I was put in the same boat as one of the quartermasters, Arthur Lessimore, a big, grizzled fellow who was a friend of my uncle's. He put me beside him because he had a mind to teach me to row. The oar was far too heavy for me to move on my own, but I did learn the motions. And it was a good thing he was beside me when we climbed up onto the rough stone jetty in the harbor, because to my surprise I had a hard time keeping my balance. I wobbled about and clutched at Lessimore's arm, and he laughed at me.

“Have to get your land legs back, Sam. Me too. It's a long time since we walked on something that didn't move.”

Maybe that was when I began to realize that I was truly becoming a sailor.

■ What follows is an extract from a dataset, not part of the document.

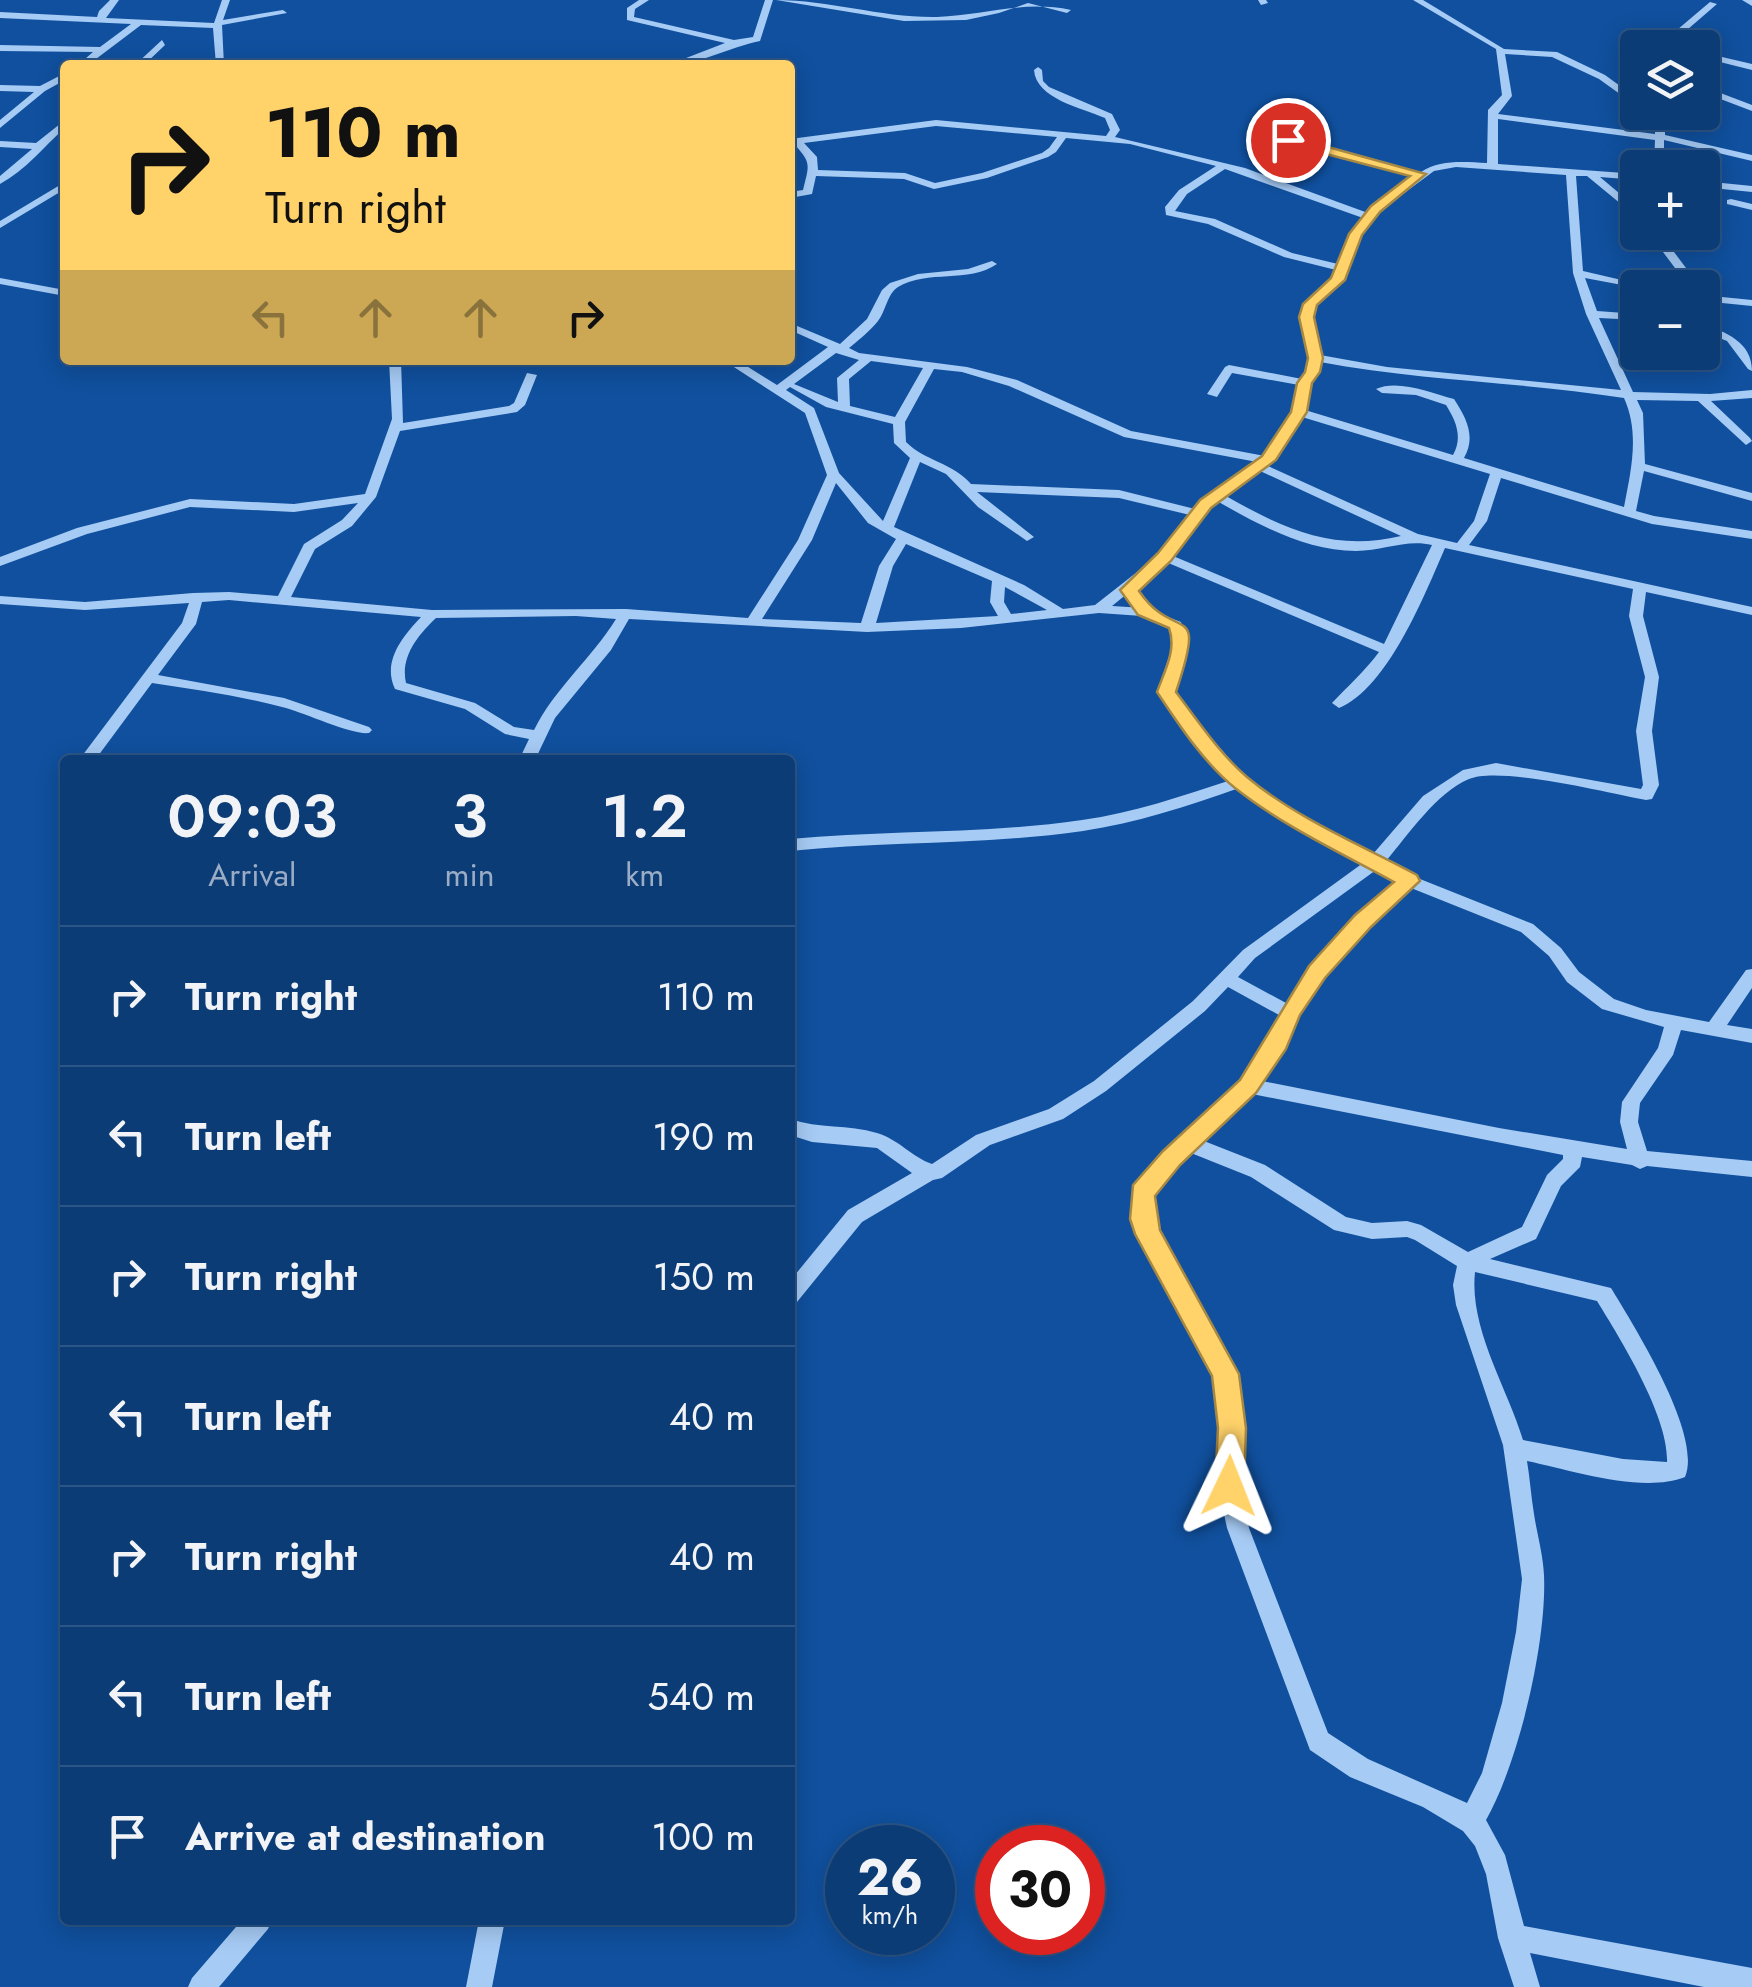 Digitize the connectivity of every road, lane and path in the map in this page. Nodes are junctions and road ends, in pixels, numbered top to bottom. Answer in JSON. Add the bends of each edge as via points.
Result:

Once we were in the scrubby little town, where everyone on the island seemed to be jabbering away at us in Italian with something to sell, I found that Lessimore was in charge of buying live poultry, and that I was there to help him. The chicken boy again. I was soon busy tying hens together in bunches by their legs, with yarn looped so as not to hurt them. Most of them came out of the cart of a skinny old fellow with a red scarf tied round his head, who spoke no English. His face was as lined as a raisin, and he had very few teeth. Lessimore had just enough words of Italian to be able to speak to him, and I discovered that the Italian word for chicken was
pollo
.

Two little dogs were scuttling round under the wheels of the old man's cart, runty creatures with no tails, dirty white and as skinny as he was. They never made a sound, though they bared their teeth at any other dog that came near them. They didn't bother me but they were always under my feet—I had to kick at them to get past. But then a wagon stopped beside us to unload sacks of vegetables for the ship, and both dogs dived underneath it and disappeared for a long time. The poultryman didn't call them; he paid no attention. After a while I noticed that they were back, and that one of them was carrying a dead rat in its mouth.

This got me to thinking.

“Mr. Lessimore,” I said, “look at that!”

Lessimore was sweating like a pig from helping load sacks into the boat. That was ordinary seamen's work, but he was a good-hearted fellow and just wanted the job done. He straightened up and looked at the dog.

“Ugliest creature I ever saw,” he said.